Industry 4.0 technology market spending 2017-2022 - source
Industry 4.0 technology market spending 2017-2022

In April 2017, IDC forecasted that China will continue to lead worldwide robotics adoption (consumers, healthcare etc. included), “with discrete and process manufacturing accounting for over 50% of spending in 2016” and further strong growth in cross-industry applications and process manufacturing.

Japan and a note on the APAC robot market

Japan is a somewhat different story as the country has other experience with regards to transformation and even goes for an approach, Society 5.0, that goes way beyond Industry 4.0. Japan also by fear leads the global list of aging populations.

A final note on robotics and the APAC region: according to IDC, spending on robotics overall will reach $133 Billion in 2020 across the region, including Japan, where robots in general are already pretty present. By way of comparison: global robotics spending is expected to reach $188 Billion in 2020, clearly showing how the region is the regional market.
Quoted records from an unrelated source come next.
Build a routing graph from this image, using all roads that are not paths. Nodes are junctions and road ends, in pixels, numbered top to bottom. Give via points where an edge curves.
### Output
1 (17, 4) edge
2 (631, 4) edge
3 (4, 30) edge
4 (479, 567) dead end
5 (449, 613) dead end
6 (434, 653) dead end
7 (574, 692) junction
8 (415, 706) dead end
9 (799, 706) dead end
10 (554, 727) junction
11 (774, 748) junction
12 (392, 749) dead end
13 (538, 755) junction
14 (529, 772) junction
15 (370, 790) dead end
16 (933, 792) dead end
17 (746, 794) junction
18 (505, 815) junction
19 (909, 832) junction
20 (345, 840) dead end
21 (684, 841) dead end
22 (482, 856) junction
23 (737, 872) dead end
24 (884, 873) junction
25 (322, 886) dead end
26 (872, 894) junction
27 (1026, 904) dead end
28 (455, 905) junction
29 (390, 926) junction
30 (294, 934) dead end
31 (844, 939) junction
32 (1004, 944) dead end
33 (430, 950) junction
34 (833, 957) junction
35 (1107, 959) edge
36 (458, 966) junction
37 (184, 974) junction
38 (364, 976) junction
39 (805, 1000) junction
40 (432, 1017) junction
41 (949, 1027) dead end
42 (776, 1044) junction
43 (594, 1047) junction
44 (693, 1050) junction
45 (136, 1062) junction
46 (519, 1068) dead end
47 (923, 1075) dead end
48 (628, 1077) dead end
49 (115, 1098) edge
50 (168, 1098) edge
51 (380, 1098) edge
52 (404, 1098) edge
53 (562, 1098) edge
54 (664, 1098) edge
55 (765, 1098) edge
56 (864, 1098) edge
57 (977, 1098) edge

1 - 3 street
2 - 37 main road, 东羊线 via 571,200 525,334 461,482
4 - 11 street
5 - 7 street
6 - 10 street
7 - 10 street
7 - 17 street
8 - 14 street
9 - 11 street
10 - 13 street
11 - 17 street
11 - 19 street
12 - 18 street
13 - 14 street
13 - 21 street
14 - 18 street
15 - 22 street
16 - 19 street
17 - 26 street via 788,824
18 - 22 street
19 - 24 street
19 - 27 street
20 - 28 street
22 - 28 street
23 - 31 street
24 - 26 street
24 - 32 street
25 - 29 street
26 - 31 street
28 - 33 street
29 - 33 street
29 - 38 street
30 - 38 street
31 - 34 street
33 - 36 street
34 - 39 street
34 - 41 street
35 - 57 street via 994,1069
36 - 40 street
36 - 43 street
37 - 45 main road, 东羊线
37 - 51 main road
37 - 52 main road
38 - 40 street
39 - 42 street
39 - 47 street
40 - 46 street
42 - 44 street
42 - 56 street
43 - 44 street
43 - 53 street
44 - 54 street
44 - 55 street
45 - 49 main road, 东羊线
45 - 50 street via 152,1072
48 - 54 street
Industrial robotics and industrial equipment manufacturing poised to lead Industry 4.0 technology spend

Back to the technologies. According to the research, by 2022 industrial robotics will hold the largest size of the Industry 4.0 market. Key reasons: the impact on productivity, reduction of human errors and higher production volume.

The total industrial robotics market is expected to reach $81.47 by 2022, at a CAGR of 11.70 percent the press release states. Important drivers from a vertical perspective: automotive manufacturers and OEMs.

The market for industrial equipment vertical is expected to be valued at $22.79 billion by 2022, growing at the highest CAGR of 18.45%

Although industrial robotics will hold the largest share, the fastest growth until 2022, however, is for the market for industrial equipment with a CAGR of 18.45 percent and with a strong focus on predictive maintenance.

According to the report announcement, predictive maintenance capabilities will help the industrial equipment manufacturing industry to save up to 50% on their maintenance cost.